Minister of Health of Spain
- In office 28 March 2023 – 21 November 2023
- Monarch: Felipe VI
- Prime Minister: Pedro Sánchez
- Preceded by: Carolina Darias
- Succeeded by: Mónica García

Delegate of the Government in Galicia
- In office 30 March 2021 – 28 March 2023
- Preceded by: Javier Losada de Azpiazu
- Succeeded by: José Ramón Gómez Besteiro

Mayor of Ames
- In office 13 June 2015 – 29 March 2021
- Preceded by: Santiago Amor
- Succeeded by: Blas García

Member of the Ames City Council
- In office 16 June 2007 – 29 March 2021

Member of the Congress of Deputies
- Incumbent
- Assumed office 17 August 2023
- Constituency: A Coruña

Personal details
- Born: José Manuel Miñones Conde 17 July 1972 (age 53) Santiago de Compostela, Spain
- Party: PSOE
- Alma mater: University of Santiago de Compostela
- Occupation: Politician, university professor

= José Miñones =

Spanish politician

José Manuel Miñones Conde (born 17 July 1972) is a Spanish politician and university professor of the Spanish Socialist Party who served as minister of Health between March and November 2023. Previously, he served as delegate of the Government in the Galicia region from 2021 to 2023.

== Biography ==
Miñones Conde was born in the city of Santiago de Compostela on 17 July 1972 from José Miñones Trillo, doctor of Pharmacy and politician in the area of Galicia and María Mercedes Conde Mouzo.

Like his father, he studied pharmacy at the University of Santiago de Compostela (USC) and graduated in 1997. He received his doctorate cum laude in 2001 with an Extraordinary Mention. He is a professor of Physical Chemistry at the USC School of Pharmacy and a researcher, participating in the Galician Isidro Parga Pondal program.

=== Political career ===
He was elected in the 2007 Spanish local elections as councillor of the municipality of Ames (La Coruña) and during that legislature he was councillor for Administrative Reform, Administration Quality, New Technologies and Health. He was re-elected in the 2011 Spanish local elections and in 2012 he was appointed spokesperson of the Socialist Local Group. Re-elected again in 2015, he was appointed mayor of Ames after an agreement with minor political groups. He was elected for a second term as mayor in 2019.
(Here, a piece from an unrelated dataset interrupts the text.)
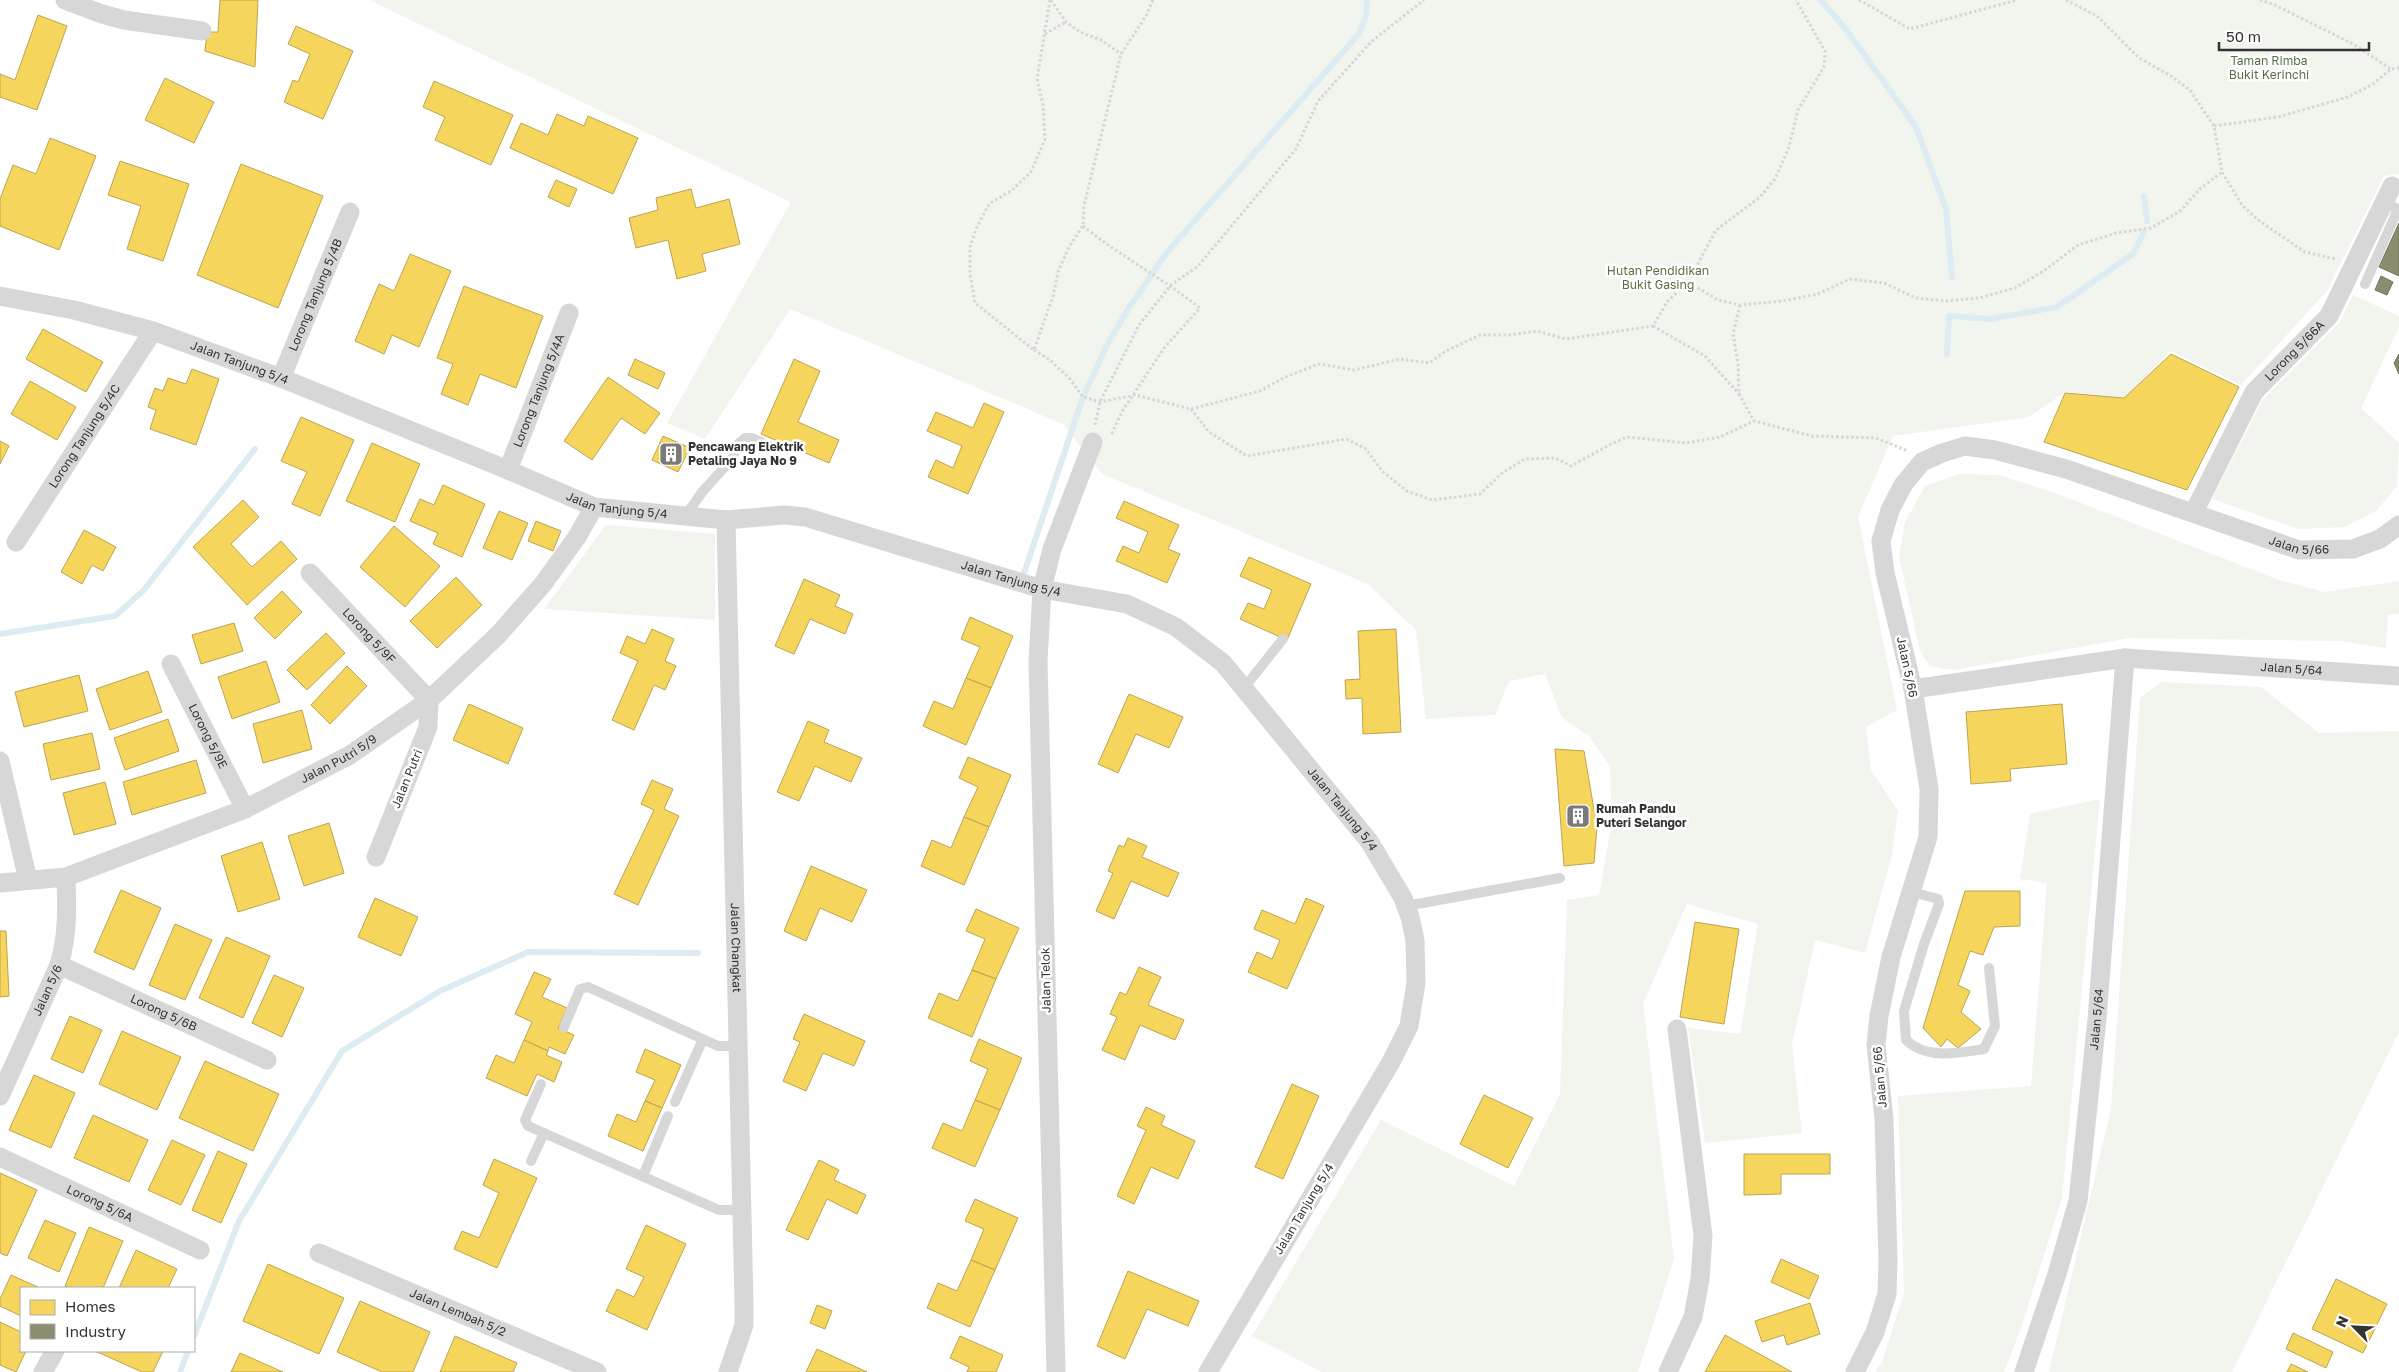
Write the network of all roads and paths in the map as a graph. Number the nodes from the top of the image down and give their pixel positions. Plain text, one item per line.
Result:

He resigned in March 2021 after being appointed by prime minister Pedro Sánchez as delegate of the Government in the Galicia region.

==== Health minister ====
On 27 March 2023, the Prime Minister announced his appointment as minister of Health, replacing Carolina Darias, who was leaving the office to focus on the local campaign for the mayorship of Las Palmas de Gran Canaria.